The dynamic is a harbinger of leaner times ahead for certain segments of the market, Waraich believes.
“Rental growth is challenged for the foreseeable future,” Waraich said. “Is my rental revenue going to be flat? Is it going to grow at two per cent? Those are considerations investors are focusing on.”
Rentals.ca reported rents in B.C. were down an average of 4.5 per cent versus a year ago in August. With the province capping rent increases at 2.3 per cent for 2026, down from three per cent this year, rental growth even within tenancies will be limited.
This is making secondary markets like Nanaimo appealing.

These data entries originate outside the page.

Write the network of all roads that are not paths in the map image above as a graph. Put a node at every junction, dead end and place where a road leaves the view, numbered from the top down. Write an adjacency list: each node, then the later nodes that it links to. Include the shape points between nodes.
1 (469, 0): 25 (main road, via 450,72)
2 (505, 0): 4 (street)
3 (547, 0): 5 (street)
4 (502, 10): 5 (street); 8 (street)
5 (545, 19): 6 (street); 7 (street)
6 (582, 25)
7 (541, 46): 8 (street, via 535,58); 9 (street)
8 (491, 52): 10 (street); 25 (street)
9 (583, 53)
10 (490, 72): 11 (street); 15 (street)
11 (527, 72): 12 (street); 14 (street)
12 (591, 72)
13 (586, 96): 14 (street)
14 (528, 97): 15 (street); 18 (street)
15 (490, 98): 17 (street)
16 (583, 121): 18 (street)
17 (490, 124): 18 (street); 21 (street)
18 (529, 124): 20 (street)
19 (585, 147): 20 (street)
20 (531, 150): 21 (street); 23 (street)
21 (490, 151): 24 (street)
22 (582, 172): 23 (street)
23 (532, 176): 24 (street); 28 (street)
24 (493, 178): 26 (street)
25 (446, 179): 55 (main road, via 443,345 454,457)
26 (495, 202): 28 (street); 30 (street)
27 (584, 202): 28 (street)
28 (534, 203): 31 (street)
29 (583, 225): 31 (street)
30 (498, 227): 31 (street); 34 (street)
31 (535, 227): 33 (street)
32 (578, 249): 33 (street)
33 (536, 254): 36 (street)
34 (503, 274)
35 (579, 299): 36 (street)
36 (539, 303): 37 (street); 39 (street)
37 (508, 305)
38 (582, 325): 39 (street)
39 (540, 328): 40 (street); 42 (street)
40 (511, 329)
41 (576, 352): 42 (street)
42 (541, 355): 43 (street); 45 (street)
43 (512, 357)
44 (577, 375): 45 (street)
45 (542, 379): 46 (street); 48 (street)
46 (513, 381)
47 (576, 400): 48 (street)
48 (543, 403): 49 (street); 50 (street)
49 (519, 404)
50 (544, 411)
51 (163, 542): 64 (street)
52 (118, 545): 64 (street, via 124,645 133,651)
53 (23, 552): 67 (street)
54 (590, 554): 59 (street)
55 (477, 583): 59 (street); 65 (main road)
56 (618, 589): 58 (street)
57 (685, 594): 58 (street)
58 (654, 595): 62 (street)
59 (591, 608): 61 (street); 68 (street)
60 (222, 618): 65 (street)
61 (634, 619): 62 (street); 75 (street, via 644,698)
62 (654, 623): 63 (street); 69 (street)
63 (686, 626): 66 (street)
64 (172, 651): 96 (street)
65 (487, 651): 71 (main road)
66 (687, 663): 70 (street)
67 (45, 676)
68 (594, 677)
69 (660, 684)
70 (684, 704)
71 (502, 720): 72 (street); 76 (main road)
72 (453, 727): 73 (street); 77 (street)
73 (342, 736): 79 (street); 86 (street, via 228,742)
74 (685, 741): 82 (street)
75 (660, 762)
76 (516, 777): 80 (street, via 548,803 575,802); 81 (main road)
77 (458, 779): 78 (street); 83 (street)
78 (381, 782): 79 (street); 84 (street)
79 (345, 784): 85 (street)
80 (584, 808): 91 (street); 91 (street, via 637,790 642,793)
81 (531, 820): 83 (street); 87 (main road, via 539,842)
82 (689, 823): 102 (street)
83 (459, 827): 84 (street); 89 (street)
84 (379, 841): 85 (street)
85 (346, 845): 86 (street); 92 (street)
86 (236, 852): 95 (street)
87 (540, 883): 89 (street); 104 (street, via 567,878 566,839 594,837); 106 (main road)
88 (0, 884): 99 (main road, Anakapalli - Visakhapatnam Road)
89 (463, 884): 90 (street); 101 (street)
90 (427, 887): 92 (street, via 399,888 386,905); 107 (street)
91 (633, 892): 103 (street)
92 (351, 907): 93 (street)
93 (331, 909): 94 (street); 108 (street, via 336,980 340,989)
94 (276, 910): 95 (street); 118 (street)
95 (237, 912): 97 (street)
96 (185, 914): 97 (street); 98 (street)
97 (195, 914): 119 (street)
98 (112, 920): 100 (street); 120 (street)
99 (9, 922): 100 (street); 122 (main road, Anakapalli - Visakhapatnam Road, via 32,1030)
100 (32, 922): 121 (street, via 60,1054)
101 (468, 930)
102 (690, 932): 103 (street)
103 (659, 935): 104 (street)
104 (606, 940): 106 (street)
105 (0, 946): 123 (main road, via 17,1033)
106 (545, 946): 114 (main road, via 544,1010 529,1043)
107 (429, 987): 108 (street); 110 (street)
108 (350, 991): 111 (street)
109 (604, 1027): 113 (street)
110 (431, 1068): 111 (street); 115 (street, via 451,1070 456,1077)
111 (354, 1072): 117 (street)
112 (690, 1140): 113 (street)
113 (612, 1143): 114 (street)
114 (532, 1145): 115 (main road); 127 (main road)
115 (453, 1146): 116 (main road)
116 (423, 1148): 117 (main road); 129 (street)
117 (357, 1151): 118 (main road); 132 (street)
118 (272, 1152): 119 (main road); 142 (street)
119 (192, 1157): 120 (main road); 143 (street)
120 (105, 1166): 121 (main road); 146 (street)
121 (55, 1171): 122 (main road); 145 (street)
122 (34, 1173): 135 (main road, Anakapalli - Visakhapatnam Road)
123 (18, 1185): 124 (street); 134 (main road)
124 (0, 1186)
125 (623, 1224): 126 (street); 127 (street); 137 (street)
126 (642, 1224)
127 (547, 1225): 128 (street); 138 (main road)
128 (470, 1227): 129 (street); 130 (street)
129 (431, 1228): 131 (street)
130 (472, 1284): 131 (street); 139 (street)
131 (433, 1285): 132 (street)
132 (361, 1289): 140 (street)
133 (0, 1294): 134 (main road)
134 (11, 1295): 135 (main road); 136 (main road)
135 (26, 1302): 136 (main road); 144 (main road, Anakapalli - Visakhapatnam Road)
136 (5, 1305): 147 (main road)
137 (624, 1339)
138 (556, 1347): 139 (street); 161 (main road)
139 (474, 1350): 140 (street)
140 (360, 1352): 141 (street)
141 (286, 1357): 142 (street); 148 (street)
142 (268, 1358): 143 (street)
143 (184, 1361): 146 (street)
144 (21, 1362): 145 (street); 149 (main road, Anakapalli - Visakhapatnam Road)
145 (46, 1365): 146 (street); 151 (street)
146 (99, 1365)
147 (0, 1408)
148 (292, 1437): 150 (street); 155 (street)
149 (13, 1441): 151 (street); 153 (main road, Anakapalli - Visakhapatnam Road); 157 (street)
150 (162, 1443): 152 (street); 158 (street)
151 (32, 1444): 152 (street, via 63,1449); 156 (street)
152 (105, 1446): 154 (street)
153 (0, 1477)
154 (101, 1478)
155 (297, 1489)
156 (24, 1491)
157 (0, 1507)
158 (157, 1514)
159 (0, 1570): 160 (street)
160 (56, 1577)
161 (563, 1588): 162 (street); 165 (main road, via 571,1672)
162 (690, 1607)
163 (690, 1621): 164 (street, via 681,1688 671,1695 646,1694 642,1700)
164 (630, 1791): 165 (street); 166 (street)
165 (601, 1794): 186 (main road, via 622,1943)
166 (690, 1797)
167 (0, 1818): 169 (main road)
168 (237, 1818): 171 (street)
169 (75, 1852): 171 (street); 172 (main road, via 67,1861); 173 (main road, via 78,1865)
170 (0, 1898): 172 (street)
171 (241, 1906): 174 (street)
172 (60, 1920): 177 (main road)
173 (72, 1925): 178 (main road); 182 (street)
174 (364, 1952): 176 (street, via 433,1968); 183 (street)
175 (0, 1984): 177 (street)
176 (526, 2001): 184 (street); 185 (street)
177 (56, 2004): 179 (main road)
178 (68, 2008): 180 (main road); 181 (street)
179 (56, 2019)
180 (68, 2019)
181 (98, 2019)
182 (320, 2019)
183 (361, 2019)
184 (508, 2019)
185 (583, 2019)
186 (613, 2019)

“Across Vancouver Island, in particular the Victoria area, we’re seeing a huge amount of inventory, both value-add and newer product on the market,” said Carey Buntain, a principal in the capital markets group of Avison Young (Canada) Inc. “Mid-Island has not seen that same influx of new inventory. There are new projects, but it’s not over-supplied.”
Nanaimo reflects that, with good uptake of relatively affordable units that appeal to a broad segment of tenants, keeping rents steady.
“Rents have been flat, and in today’s market that’s a good story,” Buntain said.
Buntain, together with Kevin Murray, recently advised on the purchase of Rutherford House, a newly built 152-unit development in Nanaimo listed with Peter Gibson of Cushman & Wakefield Ltd.
The buyer was a private investor new to the market. While the purchase price was not disclosed, the sale announcement described it as “one of the largest multi-family deals of the year.”
The largest deal in Nanaimo was Trilogy, a 213-unit, three-building complex developed by WestUrban Property Group and acquired by a private investor in May for $70.4 million, an average of $330,000 per unit.
CBRE’s mid-year market review reports a total of eight transactions in Nanaimo and Victoria worth a total of $61 million in the first half of 2025, down from 14 transactions worth $92 million a year ago. (Trilogy's sale is not reflected in the numbers.)
Despite the declines, Waraich said all signs point to greater velocity in the second half of the year.
“We’re seeing a number of our listings being taken off the market because they’re no longer available, either because they’re under contract or firm,” he said. “We do expect Q3 and Q4 to present stronger numbers.”
Goodman Commercial expressed similar sentiments.
“There is a new round of Rental Protection Fund dollars being spent now so [the] numbers will likely pick up in the second half,” Brackett said. “We are anticipating much bigger numbers in the second half of the year.”